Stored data
---
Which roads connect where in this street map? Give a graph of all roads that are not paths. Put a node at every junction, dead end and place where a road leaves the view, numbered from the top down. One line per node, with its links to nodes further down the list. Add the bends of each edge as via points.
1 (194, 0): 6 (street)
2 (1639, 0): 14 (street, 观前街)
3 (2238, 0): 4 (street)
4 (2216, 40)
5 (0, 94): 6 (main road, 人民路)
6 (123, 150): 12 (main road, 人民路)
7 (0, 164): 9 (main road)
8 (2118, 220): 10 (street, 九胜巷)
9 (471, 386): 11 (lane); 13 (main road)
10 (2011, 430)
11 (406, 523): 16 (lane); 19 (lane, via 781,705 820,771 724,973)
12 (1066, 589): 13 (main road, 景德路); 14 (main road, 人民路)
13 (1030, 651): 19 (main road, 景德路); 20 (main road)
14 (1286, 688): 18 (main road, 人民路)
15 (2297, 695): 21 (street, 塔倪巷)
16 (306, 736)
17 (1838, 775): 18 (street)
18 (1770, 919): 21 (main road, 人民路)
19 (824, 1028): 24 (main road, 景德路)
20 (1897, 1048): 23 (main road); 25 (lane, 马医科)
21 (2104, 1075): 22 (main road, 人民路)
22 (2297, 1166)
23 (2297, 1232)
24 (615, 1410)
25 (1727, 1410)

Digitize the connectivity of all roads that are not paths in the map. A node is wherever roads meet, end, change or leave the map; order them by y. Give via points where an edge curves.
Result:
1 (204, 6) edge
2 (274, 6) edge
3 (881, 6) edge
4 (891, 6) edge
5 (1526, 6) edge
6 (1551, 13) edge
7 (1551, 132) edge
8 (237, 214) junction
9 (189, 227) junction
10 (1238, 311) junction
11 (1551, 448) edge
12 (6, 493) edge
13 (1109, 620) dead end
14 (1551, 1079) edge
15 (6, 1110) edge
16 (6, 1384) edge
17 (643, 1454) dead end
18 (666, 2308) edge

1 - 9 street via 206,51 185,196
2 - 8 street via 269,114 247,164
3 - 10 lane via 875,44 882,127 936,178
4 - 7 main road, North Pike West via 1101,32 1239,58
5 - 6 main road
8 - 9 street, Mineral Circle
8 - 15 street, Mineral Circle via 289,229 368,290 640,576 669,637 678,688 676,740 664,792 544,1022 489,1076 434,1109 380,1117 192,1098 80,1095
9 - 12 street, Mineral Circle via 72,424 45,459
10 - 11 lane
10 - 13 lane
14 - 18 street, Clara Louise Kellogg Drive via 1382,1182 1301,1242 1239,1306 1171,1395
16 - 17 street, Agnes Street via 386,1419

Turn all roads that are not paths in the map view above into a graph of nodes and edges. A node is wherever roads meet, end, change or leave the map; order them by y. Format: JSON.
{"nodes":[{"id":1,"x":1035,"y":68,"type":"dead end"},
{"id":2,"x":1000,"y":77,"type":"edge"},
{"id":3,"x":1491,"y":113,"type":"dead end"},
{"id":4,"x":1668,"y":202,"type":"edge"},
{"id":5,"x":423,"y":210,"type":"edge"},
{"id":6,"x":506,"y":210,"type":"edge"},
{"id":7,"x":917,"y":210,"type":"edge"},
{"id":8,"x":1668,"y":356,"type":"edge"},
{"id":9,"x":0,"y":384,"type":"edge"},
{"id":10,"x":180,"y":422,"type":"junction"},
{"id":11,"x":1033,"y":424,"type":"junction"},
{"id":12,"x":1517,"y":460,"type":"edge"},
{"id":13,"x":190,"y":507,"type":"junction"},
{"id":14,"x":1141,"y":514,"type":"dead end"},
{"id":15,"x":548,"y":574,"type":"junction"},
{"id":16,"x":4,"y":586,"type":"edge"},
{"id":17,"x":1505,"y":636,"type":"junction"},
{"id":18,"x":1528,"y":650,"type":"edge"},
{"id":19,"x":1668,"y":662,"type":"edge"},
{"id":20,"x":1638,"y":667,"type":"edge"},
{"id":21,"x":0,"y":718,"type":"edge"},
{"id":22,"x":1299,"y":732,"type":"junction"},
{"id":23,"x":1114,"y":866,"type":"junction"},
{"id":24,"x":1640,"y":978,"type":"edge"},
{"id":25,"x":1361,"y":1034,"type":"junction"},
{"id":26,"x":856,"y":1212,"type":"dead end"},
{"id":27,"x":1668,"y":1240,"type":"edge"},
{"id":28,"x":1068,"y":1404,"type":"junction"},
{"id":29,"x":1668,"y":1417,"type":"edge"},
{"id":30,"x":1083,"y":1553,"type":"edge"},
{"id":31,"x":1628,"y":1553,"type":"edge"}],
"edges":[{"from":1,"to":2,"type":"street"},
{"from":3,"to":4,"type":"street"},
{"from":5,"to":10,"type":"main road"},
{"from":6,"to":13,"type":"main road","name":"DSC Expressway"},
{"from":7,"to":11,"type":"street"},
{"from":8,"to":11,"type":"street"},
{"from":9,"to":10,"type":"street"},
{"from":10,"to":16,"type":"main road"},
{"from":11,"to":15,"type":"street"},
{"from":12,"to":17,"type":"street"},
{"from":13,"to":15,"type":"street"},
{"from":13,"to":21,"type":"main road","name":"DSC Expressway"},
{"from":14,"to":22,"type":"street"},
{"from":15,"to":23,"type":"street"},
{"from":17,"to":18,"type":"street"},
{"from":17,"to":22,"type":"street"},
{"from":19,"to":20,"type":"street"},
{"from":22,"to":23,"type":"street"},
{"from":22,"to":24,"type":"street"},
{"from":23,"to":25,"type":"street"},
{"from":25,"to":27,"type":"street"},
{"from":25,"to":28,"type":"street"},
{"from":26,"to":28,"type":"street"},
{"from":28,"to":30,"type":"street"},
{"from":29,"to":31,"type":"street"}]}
---
### Your instructions
Scan the records for the word "meet" and copy every line where it is found.

### Answer space
Digitize the connectivity of all roads that are not paths in the map. A node is wherever roads meet, end, change or leave the map; order them by y. Give via points where an edge curves.
Turn all roads that are not paths in the map view above into a graph of nodes and edges. A node is wherever roads meet, end, change or leave the map; order them by y. Format: JSON.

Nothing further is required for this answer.